Exciting and engaging the canal campaigners of the future will help to ensure the legacy of industrial heritage lives on and is enjoyed for generations to come. Waterway Recovery Group has long been helping enthusiastic volunteers aged 18 - 80 to engage in waterways heritage through their summer canal camps. These camps can be a fantastic first introduction to  canal restoration - in 2016 alone, 58 students completed the residential section of their Duke of Edinburgh’s Gold awards by partaking in one of the week long working holidays.  For many this leads to a long-term interest and 2017 has seen a fantastic number of younger volunteers progress to senior roles on camp, such as assistant leaders and cooks.

Chelmer_Camp_Bridge

This year WRG have taken things one step further though, hosting a dedicated ‘family camp’ for keen volunteers who are under the current camp age limit of 18. In late July, six families with children aged 9 – 12 enjoyed a weekend of volunteering on the Uttoxeter canal, taking on a variety of tasks, from Himalayan Balsam clearance to making bat boxes.
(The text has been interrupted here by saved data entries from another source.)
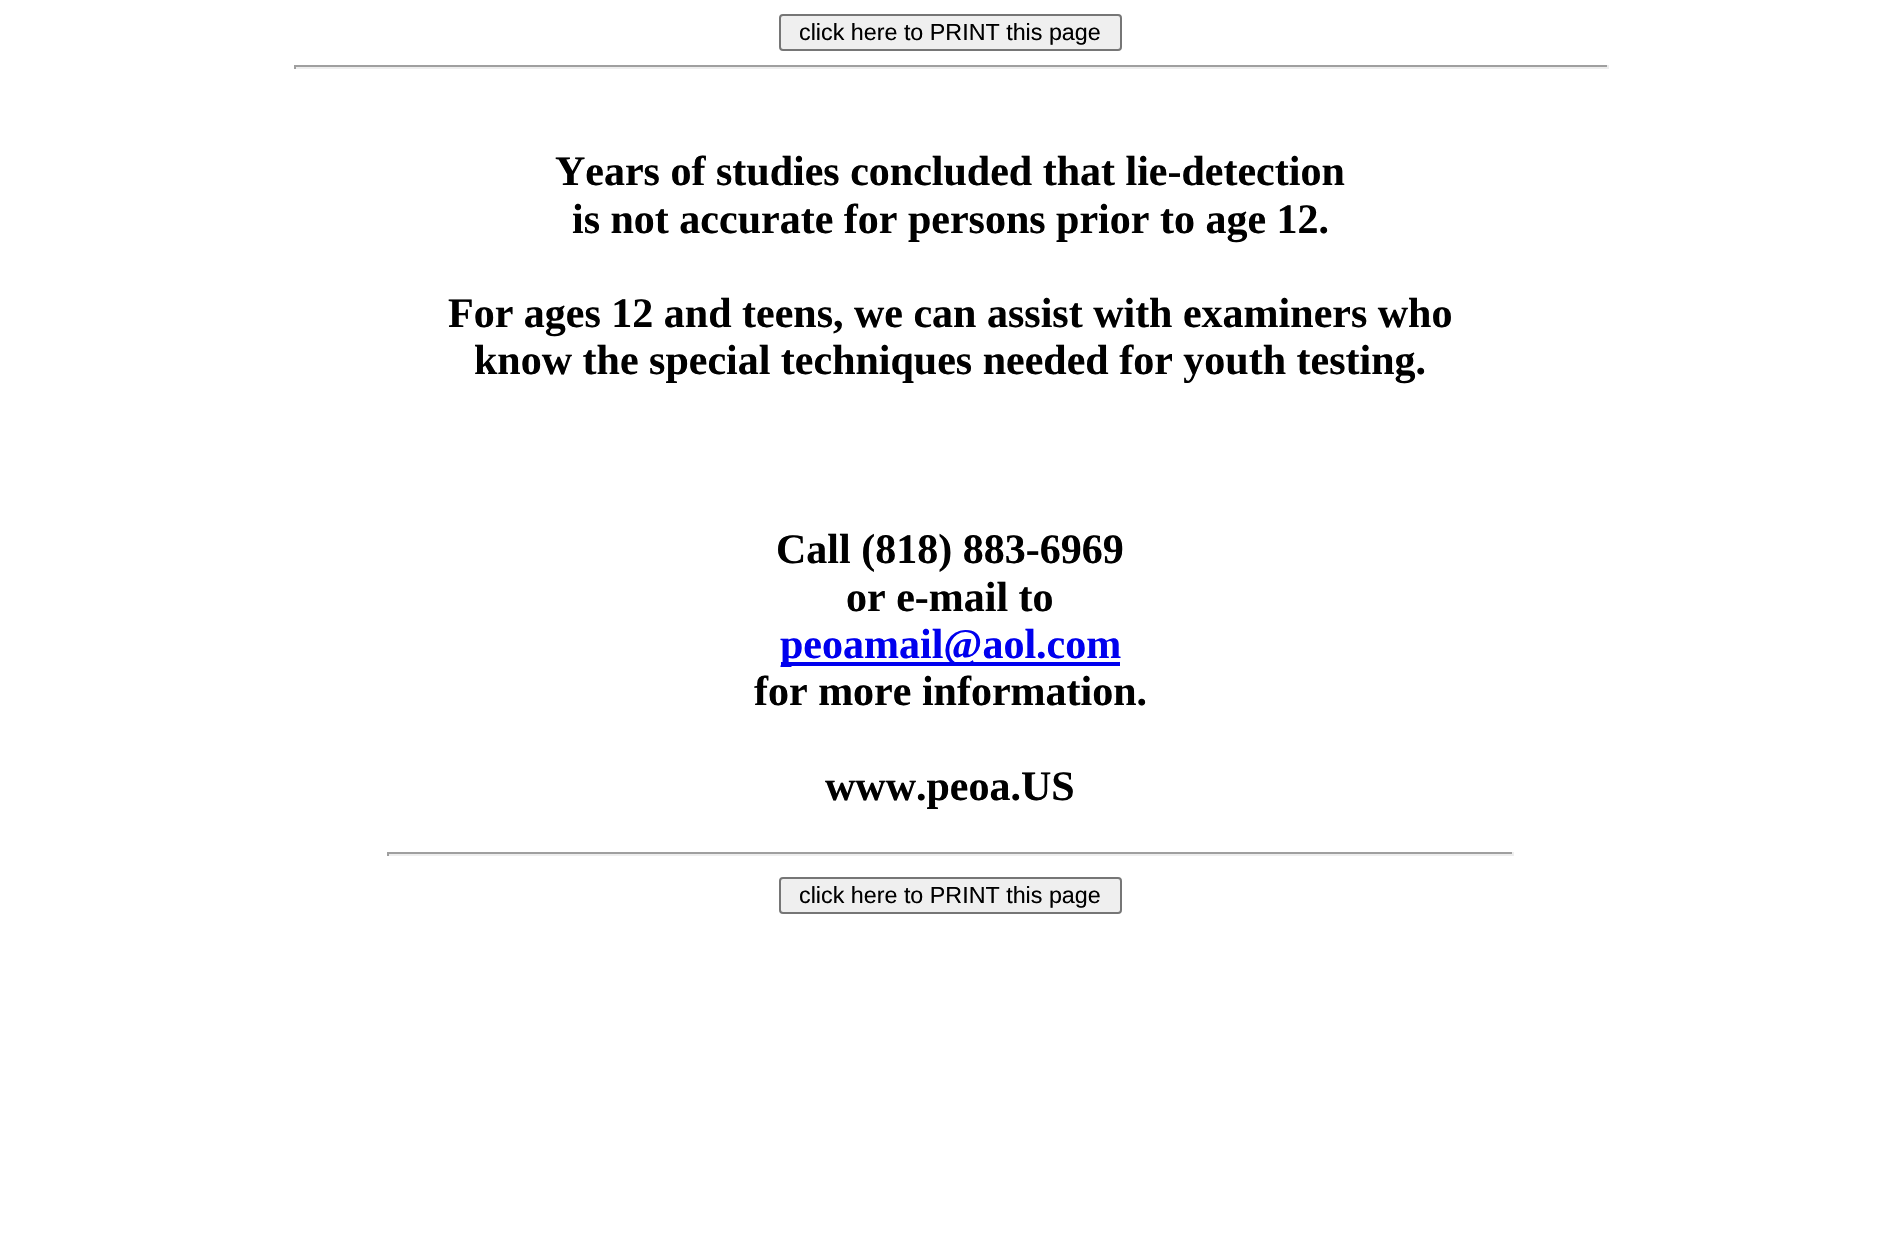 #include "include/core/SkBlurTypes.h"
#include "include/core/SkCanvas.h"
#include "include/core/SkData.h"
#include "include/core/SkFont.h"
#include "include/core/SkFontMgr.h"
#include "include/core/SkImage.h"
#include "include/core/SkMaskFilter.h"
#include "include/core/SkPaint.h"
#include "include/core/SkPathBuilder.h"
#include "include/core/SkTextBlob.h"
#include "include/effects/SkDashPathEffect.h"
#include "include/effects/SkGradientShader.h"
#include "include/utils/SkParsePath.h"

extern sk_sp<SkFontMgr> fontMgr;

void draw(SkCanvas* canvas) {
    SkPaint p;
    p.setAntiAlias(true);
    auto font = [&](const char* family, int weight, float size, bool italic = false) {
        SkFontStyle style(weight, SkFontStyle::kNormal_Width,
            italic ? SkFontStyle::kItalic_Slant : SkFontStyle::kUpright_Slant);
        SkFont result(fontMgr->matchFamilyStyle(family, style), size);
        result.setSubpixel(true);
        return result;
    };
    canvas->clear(0xFFFFFFFF);
    p.setColor(0xFFEFEFEF);
    canvas->drawRoundRect(SkRect::MakeLTRB(780, 15, 1121, 50), 3, 3, p);
    p.setStyle(SkPaint::kStroke_Style);
    p.setStrokeWidth(2);
    p.setColor(0xFF767676);
    canvas->drawRoundRect(SkRect::MakeLTRB(780, 15, 1121, 50), 3, 3, p);
    auto font1 = font("Liberation Sans", 400, 23.3f);
    p.setStyle(SkPaint::kFill_Style);
    p.setColor(0xFF000000);
    canvas->drawString("click here to PRINT this page", 799, 40, font1, p);
    {
        const struct { float l, t, r, b; SkColor color; } items[] = {
            {294, 65, 1608, 67, 0xFF9F9F9F},
            {1607, 65, 1609, 69, 0xFFEEEEEE},
            {294, 67, 1608, 69, 0xFFEEEEEE},
            {294, 65, 296, 69, 0xFF9F9F9F},
        };
        for (auto [l, t, r, b, color] : items) {
            p.setColor(color);
            canvas->drawRect(SkRect::MakeLTRB(l, t, r, b), p);
        }
    }
    auto font2 = font("Liberation Serif", 700, 42);
    p.setColor(0xFF000000);
    {
        const struct { const char* s; float x, y; } items[] = {
            {"Years of studies concluded that lie-detection", 555, 185},
            {"is not accurate for persons prior to age 12.", 572, 233},
            {"For ages 12 and teens, we can assist with examiners who", 448, 327},
            {"know the special techniques needed for youth testing.", 474, 374},
            {"Call (818) 883-6969", 776, 563},
            {"or e-mail to", 846, 611},
        };
        for (auto [s, x, y] : items) {
            canvas->drawString(s, x, y, font2, p);
        }
    }
    p.setColor(0xFF0000EE);
    canvas->drawRect(SkRect::MakeLTRB(781, 662, 1120, 666), p);
    canvas->drawString("peoamail@aol.com", 780, 658, font2, p);
    p.setColor(0xFF000000);
    canvas->drawString("for more information.", 754, 705, font2, p);
    canvas->drawString("www.peoa.US", 825, 800, font2, p);
    {
        const struct { float l, t, r, b; SkColor color; } items[] = {
            {387, 852, 1514, 854, 0xFF9F9F9F},
            {1512, 852, 1514, 856, 0xFFEEEEEE},
            {387, 854, 1514, 856, 0xFFEEEEEE},
            {387, 852, 389, 856, 0xFF9F9F9F},
        };
        for (auto [l, t, r, b, color] : items) {
            p.setColor(color);
            canvas->drawRect(SkRect::MakeLTRB(l, t, r, b), p);
        }
    }
    p.setColor(0xFFEFEFEF);
    canvas->drawRoundRect(SkRect::MakeLTRB(780, 878, 1121, 913), 3, 3, p);
    p.setStyle(SkPaint::kStroke_Style);
    p.setColor(0xFF767676);
    canvas->drawRoundRect(SkRect::MakeLTRB(780, 878, 1121, 913), 3, 3, p);
    p.setStyle(SkPaint::kFill_Style);
    p.setColor(0xFF000000);
    canvas->drawString("click here to PRINT this page", 799, 903, font1, p);
}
Following the event, Steve Wood of Caldon and Uttoxeter Canals Trust said  “It was great to introduce young people to volunteering on canal restoration projects, and to see the families enjoying each others company in the beautiful surroundings of the Churnet Valley’’. One of the young attendees also commented “It was a really great weekend because we got to make new friends and have fun.  My favourite activity was the Himalayan Balsam sculpture competition because it was easy to pull up and it also helped the environment.”

Waterway Recovery Group certainly thought the events were a success and plan to host even more family camps in 2018, so look out for upcoming dates.

WRG Family Camp

Hopefully we will see some of these faces on restoration sites in the future!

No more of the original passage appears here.